EXERCISE -
Counting every line in the records below that holds "roads", give the total and add nothing.

(Collected data)
::::::::

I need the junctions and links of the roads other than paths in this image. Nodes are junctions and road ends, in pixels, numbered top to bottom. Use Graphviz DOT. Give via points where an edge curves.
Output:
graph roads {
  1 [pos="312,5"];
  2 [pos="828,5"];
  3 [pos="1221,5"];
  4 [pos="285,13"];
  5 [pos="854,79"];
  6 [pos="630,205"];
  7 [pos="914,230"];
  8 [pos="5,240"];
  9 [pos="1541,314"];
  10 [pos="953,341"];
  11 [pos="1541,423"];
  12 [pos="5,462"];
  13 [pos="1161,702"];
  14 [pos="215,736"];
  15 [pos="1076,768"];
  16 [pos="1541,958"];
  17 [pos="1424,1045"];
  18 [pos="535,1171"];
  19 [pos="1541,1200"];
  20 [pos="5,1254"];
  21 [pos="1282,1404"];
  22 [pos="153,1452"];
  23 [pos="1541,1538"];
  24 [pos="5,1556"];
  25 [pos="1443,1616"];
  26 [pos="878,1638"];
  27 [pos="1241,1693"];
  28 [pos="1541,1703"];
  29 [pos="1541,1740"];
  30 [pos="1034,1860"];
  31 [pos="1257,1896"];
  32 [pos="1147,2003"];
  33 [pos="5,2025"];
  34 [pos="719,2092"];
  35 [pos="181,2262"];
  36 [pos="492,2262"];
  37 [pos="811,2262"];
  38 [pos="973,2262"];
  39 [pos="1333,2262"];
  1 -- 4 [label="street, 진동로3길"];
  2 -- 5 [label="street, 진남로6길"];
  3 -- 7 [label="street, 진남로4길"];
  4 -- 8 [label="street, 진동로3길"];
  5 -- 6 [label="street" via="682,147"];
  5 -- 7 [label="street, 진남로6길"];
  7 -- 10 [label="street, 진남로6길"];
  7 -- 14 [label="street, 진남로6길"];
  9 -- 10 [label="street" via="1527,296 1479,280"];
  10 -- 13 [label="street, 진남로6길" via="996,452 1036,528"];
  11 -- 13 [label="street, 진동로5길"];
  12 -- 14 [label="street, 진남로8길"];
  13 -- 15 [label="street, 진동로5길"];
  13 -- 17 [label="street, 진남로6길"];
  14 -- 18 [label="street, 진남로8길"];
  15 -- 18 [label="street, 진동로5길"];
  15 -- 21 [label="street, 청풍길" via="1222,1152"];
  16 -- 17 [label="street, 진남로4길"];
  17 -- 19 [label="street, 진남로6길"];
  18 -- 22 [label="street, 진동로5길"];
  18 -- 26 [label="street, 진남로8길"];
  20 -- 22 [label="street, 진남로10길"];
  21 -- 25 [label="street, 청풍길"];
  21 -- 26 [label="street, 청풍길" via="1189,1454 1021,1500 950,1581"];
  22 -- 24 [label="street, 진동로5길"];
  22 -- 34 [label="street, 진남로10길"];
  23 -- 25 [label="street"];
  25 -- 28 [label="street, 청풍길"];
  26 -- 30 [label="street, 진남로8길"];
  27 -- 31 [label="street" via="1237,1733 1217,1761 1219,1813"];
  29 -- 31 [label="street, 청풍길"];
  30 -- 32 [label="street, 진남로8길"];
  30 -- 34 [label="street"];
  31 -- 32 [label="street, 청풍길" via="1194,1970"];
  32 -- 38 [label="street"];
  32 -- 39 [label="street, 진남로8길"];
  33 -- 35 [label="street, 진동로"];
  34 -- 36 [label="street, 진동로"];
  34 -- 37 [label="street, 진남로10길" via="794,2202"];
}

::::::::

FINISHED EXERCISE -
2